WHAT THIS TASK INVOLVES:
The answer should match the records character for character.

☆ ☆ ☆ ☆ ☆ ☆ ☆

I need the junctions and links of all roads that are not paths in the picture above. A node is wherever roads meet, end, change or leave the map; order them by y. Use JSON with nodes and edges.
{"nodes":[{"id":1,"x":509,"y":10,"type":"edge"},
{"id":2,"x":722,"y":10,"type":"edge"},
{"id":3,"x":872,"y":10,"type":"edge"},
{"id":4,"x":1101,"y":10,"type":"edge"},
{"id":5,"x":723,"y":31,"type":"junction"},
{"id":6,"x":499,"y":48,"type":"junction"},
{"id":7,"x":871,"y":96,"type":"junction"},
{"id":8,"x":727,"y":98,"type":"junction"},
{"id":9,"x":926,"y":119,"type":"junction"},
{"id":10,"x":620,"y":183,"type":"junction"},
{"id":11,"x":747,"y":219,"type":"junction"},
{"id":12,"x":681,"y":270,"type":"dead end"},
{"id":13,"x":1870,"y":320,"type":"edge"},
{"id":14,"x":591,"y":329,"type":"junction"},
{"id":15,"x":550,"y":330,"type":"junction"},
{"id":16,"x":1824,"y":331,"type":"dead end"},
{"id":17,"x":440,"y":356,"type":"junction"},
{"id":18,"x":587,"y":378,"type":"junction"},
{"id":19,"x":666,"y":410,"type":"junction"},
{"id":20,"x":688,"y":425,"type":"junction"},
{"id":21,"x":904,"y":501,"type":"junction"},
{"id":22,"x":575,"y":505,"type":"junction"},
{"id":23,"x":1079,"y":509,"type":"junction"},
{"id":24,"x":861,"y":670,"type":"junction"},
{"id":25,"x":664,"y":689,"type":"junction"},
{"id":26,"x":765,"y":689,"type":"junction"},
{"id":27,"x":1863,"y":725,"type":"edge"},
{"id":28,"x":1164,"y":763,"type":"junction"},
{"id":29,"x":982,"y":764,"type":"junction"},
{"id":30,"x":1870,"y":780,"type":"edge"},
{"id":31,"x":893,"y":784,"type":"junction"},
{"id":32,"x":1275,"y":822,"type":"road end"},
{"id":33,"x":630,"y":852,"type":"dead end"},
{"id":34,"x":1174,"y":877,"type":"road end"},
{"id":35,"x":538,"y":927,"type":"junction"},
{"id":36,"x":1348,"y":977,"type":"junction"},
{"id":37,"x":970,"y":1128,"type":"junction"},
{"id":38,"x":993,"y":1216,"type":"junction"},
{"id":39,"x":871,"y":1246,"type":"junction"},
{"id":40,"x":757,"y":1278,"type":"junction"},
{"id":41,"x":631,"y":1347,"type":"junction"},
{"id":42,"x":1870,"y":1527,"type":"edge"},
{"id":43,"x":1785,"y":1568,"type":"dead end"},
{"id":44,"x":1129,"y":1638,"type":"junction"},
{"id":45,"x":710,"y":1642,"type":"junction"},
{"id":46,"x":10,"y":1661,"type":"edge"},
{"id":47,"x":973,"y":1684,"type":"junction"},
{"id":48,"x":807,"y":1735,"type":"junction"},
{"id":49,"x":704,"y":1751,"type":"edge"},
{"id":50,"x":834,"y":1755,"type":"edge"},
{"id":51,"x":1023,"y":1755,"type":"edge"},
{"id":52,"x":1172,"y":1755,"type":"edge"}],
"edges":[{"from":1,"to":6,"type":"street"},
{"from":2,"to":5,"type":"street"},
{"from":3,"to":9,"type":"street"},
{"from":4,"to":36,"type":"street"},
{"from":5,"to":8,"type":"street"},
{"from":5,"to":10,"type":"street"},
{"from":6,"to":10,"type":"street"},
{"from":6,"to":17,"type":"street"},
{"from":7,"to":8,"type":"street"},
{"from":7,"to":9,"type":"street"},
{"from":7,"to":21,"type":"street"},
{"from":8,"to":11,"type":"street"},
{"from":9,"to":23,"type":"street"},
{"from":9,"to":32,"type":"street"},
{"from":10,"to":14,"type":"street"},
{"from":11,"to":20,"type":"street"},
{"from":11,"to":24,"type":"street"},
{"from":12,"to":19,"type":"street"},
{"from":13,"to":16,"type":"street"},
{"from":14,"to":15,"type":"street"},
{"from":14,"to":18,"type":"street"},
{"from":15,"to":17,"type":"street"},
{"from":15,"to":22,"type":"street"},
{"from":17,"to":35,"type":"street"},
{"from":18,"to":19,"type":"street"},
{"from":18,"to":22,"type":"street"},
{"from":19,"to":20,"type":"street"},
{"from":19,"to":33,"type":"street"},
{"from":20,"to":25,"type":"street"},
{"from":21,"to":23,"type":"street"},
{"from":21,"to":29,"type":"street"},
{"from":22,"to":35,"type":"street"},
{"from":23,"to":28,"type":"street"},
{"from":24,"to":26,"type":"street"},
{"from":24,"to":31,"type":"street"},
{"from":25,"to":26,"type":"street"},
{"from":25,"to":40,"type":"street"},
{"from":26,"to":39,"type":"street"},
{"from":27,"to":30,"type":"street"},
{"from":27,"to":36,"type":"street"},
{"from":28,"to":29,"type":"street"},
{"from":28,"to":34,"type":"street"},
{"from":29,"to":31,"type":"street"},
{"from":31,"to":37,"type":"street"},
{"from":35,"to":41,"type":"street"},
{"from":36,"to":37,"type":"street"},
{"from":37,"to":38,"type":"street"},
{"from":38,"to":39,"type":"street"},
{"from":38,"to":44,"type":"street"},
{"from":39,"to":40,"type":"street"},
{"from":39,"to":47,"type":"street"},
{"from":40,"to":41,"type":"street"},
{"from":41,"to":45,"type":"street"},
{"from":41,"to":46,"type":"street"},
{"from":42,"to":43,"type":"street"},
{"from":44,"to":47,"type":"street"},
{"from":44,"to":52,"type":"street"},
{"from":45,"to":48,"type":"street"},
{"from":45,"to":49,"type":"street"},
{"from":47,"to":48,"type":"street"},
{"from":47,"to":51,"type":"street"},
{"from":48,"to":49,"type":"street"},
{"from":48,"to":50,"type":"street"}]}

☆ ☆ ☆ ☆ ☆ ☆ ☆

FINISHED EXERCISE:
I need the junctions and links of all roads that are not paths in the picture above. A node is wherever roads meet, end, change or leave the map; order them by y. Use JSON with nodes and edges.
{"nodes":[{"id":1,"x":509,"y":10,"type":"edge"},
{"id":2,"x":722,"y":10,"type":"edge"},
{"id":3,"x":872,"y":10,"type":"edge"},
{"id":4,"x":1101,"y":10,"type":"edge"},
{"id":5,"x":723,"y":31,"type":"junction"},
{"id":6,"x":499,"y":48,"type":"junction"},
{"id":7,"x":871,"y":96,"type":"junction"},
{"id":8,"x":727,"y":98,"type":"junction"},
{"id":9,"x":926,"y":119,"type":"junction"},
{"id":10,"x":620,"y":183,"type":"junction"},
{"id":11,"x":747,"y":219,"type":"junction"},
{"id":12,"x":681,"y":270,"type":"dead end"},
{"id":13,"x":1870,"y":320,"type":"edge"},
{"id":14,"x":591,"y":329,"type":"junction"},
{"id":15,"x":550,"y":330,"type":"junction"},
{"id":16,"x":1824,"y":331,"type":"dead end"},
{"id":17,"x":440,"y":356,"type":"junction"},
{"id":18,"x":587,"y":378,"type":"junction"},
{"id":19,"x":666,"y":410,"type":"junction"},
{"id":20,"x":688,"y":425,"type":"junction"},
{"id":21,"x":904,"y":501,"type":"junction"},
{"id":22,"x":575,"y":505,"type":"junction"},
{"id":23,"x":1079,"y":509,"type":"junction"},
{"id":24,"x":861,"y":670,"type":"junction"},
{"id":25,"x":664,"y":689,"type":"junction"},
{"id":26,"x":765,"y":689,"type":"junction"},
{"id":27,"x":1863,"y":725,"type":"edge"},
{"id":28,"x":1164,"y":763,"type":"junction"},
{"id":29,"x":982,"y":764,"type":"junction"},
{"id":30,"x":1870,"y":780,"type":"edge"},
{"id":31,"x":893,"y":784,"type":"junction"},
{"id":32,"x":1275,"y":822,"type":"road end"},
{"id":33,"x":630,"y":852,"type":"dead end"},
{"id":34,"x":1174,"y":877,"type":"road end"},
{"id":35,"x":538,"y":927,"type":"junction"},
{"id":36,"x":1348,"y":977,"type":"junction"},
{"id":37,"x":970,"y":1128,"type":"junction"},
{"id":38,"x":993,"y":1216,"type":"junction"},
{"id":39,"x":871,"y":1246,"type":"junction"},
{"id":40,"x":757,"y":1278,"type":"junction"},
{"id":41,"x":631,"y":1347,"type":"junction"},
{"id":42,"x":1870,"y":1527,"type":"edge"},
{"id":43,"x":1785,"y":1568,"type":"dead end"},
{"id":44,"x":1129,"y":1638,"type":"junction"},
{"id":45,"x":710,"y":1642,"type":"junction"},
{"id":46,"x":10,"y":1661,"type":"edge"},
{"id":47,"x":973,"y":1684,"type":"junction"},
{"id":48,"x":807,"y":1735,"type":"junction"},
{"id":49,"x":704,"y":1751,"type":"edge"},
{"id":50,"x":834,"y":1755,"type":"edge"},
{"id":51,"x":1023,"y":1755,"type":"edge"},
{"id":52,"x":1172,"y":1755,"type":"edge"}],
"edges":[{"from":1,"to":6,"type":"street"},
{"from":2,"to":5,"type":"street"},
{"from":3,"to":9,"type":"street"},
{"from":4,"to":36,"type":"street"},
{"from":5,"to":8,"type":"street"},
{"from":5,"to":10,"type":"street"},
{"from":6,"to":10,"type":"street"},
{"from":6,"to":17,"type":"street"},
{"from":7,"to":8,"type":"street"},
{"from":7,"to":9,"type":"street"},
{"from":7,"to":21,"type":"street"},
{"from":8,"to":11,"type":"street"},
{"from":9,"to":23,"type":"street"},
{"from":9,"to":32,"type":"street"},
{"from":10,"to":14,"type":"street"},
{"from":11,"to":20,"type":"street"},
{"from":11,"to":24,"type":"street"},
{"from":12,"to":19,"type":"street"},
{"from":13,"to":16,"type":"street"},
{"from":14,"to":15,"type":"street"},
{"from":14,"to":18,"type":"street"},
{"from":15,"to":17,"type":"street"},
{"from":15,"to":22,"type":"street"},
{"from":17,"to":35,"type":"street"},
{"from":18,"to":19,"type":"street"},
{"from":18,"to":22,"type":"street"},
{"from":19,"to":20,"type":"street"},
{"from":19,"to":33,"type":"street"},
{"from":20,"to":25,"type":"street"},
{"from":21,"to":23,"type":"street"},
{"from":21,"to":29,"type":"street"},
{"from":22,"to":35,"type":"street"},
{"from":23,"to":28,"type":"street"},
{"from":24,"to":26,"type":"street"},
{"from":24,"to":31,"type":"street"},
{"from":25,"to":26,"type":"street"},
{"from":25,"to":40,"type":"street"},
{"from":26,"to":39,"type":"street"},
{"from":27,"to":30,"type":"street"},
{"from":27,"to":36,"type":"street"},
{"from":28,"to":29,"type":"street"},
{"from":28,"to":34,"type":"street"},
{"from":29,"to":31,"type":"street"},
{"from":31,"to":37,"type":"street"},
{"from":35,"to":41,"type":"street"},
{"from":36,"to":37,"type":"street"},
{"from":37,"to":38,"type":"street"},
{"from":38,"to":39,"type":"street"},
{"from":38,"to":44,"type":"street"},
{"from":39,"to":40,"type":"street"},
{"from":39,"to":47,"type":"street"},
{"from":40,"to":41,"type":"street"},
{"from":41,"to":45,"type":"street"},
{"from":41,"to":46,"type":"street"},
{"from":42,"to":43,"type":"street"},
{"from":44,"to":47,"type":"street"},
{"from":44,"to":52,"type":"street"},
{"from":45,"to":48,"type":"street"},
{"from":45,"to":49,"type":"street"},
{"from":47,"to":48,"type":"street"},
{"from":47,"to":51,"type":"street"},
{"from":48,"to":49,"type":"street"},
{"from":48,"to":50,"type":"street"}]}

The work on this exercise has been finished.